--- Working data ---

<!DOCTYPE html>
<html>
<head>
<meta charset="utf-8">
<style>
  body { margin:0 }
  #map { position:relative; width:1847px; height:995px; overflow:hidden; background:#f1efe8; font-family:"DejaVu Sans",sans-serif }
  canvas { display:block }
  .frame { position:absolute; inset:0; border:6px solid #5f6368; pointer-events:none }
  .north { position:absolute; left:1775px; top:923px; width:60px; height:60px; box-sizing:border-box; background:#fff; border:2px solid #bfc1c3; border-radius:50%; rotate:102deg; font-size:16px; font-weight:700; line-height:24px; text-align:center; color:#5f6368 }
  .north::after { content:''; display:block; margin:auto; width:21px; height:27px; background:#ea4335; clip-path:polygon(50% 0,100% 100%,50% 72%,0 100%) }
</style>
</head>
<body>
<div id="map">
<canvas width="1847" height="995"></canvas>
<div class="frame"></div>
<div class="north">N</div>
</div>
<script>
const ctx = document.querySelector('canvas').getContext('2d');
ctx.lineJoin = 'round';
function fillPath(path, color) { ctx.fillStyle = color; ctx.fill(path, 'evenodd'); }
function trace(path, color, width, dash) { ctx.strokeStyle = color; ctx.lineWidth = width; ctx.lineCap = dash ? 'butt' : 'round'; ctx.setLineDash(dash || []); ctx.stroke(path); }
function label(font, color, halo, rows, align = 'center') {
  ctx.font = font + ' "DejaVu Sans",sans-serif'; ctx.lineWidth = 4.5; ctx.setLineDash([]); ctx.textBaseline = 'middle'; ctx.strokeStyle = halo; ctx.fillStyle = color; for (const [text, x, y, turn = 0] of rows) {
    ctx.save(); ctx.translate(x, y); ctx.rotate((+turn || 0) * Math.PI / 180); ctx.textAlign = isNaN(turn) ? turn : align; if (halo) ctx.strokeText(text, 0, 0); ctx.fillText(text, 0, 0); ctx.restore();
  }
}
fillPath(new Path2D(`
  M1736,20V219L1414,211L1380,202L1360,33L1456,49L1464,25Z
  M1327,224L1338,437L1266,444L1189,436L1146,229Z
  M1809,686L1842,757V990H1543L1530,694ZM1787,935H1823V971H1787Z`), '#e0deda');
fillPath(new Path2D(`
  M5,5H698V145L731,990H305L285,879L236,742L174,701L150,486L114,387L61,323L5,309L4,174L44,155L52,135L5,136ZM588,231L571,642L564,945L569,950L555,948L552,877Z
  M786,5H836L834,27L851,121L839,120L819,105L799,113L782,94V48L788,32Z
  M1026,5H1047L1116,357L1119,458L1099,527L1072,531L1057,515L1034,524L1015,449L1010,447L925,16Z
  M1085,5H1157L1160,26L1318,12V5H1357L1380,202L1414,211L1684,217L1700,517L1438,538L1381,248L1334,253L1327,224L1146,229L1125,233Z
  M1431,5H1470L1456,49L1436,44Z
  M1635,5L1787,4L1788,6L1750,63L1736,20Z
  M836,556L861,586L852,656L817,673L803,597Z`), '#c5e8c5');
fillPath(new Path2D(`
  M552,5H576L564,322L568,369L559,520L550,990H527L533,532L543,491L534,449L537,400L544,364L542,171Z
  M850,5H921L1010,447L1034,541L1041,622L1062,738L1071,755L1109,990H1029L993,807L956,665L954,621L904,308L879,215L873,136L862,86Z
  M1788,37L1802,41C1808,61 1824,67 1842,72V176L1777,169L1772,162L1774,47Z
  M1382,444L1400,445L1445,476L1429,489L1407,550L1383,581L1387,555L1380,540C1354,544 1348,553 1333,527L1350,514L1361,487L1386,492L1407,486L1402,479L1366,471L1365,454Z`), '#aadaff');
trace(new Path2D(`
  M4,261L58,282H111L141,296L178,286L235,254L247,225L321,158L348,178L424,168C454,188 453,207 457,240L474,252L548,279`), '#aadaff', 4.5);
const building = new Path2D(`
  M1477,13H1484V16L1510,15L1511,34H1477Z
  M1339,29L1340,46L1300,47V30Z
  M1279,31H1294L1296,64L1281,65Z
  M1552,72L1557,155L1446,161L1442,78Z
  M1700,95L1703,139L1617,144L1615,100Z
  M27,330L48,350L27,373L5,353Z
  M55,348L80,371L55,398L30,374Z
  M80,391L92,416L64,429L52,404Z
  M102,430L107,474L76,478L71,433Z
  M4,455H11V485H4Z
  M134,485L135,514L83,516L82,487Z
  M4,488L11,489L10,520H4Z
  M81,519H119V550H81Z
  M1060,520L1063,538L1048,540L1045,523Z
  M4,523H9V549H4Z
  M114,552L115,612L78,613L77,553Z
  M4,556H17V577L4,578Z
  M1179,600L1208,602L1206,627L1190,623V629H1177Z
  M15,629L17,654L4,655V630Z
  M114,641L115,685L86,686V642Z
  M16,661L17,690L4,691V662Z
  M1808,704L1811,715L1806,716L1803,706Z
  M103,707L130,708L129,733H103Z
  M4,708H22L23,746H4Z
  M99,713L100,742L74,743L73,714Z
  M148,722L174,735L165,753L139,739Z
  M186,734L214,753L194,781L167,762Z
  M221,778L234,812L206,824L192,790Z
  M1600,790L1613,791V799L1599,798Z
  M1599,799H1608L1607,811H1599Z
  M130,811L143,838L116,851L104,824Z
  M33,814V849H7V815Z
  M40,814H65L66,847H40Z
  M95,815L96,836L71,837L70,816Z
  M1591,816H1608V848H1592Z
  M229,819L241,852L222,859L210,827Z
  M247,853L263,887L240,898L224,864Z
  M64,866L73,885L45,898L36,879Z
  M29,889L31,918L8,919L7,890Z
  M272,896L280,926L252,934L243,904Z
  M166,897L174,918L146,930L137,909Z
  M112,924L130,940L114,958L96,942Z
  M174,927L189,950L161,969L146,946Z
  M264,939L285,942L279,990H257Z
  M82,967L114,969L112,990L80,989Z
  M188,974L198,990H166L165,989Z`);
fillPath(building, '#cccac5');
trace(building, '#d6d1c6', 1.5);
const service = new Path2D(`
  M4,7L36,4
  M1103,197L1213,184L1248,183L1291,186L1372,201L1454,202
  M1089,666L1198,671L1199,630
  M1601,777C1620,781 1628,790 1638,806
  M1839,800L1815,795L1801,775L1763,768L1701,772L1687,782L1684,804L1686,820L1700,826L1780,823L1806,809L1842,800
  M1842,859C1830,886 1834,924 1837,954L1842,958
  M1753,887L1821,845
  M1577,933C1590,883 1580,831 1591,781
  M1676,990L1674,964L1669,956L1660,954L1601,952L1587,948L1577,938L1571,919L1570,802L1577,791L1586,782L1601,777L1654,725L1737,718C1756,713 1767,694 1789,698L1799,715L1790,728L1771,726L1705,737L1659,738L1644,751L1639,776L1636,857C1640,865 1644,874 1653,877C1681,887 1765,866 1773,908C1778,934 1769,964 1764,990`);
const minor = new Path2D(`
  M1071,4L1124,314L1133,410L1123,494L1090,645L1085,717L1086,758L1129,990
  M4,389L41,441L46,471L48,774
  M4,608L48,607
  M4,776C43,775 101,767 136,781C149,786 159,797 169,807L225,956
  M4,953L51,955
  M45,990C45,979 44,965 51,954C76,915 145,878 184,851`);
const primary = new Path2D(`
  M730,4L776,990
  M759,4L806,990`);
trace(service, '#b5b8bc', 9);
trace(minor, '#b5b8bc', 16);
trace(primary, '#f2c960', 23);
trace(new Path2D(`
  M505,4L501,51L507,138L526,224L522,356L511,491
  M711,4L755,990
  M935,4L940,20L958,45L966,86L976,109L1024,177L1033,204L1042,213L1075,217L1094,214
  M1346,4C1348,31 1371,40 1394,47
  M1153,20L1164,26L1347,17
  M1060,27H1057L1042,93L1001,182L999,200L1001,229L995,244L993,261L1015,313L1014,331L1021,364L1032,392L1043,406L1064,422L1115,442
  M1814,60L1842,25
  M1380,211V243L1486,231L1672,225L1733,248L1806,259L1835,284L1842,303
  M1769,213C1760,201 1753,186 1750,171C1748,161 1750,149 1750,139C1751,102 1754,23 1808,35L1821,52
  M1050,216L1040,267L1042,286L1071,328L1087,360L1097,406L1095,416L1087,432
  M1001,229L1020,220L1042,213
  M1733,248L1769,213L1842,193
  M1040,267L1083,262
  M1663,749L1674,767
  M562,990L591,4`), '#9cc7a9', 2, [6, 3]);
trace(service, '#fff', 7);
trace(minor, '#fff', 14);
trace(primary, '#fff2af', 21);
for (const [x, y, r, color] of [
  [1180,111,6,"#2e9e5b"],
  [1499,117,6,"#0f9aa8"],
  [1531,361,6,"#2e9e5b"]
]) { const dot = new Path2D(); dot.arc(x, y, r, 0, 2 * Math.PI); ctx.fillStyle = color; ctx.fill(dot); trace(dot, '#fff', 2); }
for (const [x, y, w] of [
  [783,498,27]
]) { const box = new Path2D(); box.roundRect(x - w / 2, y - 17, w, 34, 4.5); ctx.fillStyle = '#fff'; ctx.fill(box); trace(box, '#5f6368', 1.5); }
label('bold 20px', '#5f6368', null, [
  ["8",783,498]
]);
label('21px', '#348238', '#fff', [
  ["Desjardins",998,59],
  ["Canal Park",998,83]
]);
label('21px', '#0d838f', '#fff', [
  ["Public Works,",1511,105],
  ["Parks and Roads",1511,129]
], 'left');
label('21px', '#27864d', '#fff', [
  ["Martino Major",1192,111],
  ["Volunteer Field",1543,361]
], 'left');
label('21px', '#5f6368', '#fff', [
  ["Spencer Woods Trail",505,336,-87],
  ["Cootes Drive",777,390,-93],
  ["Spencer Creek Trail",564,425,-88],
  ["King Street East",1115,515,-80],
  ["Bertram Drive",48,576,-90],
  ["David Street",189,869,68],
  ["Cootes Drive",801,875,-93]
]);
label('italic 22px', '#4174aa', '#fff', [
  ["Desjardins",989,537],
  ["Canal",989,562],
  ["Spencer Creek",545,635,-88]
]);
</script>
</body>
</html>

---

**What is required:** Note each line of the material holding "strokeStyle" and copy it out.

**Task solution:**
function trace(path, color, width, dash) { ctx.strokeStyle = color; ctx.lineWidth = width; ctx.lineCap = dash ? 'butt' : 'round'; ctx.setLineDash(dash || []); ctx.stroke(path); }
  ctx.font = font + ' "DejaVu Sans",sans-serif'; ctx.lineWidth = 4.5; ctx.setLineDash([]); ctx.textBaseline = 'middle'; ctx.strokeStyle = halo; ctx.fillStyle = color; for (const [text, x, y, turn = 0] of rows) {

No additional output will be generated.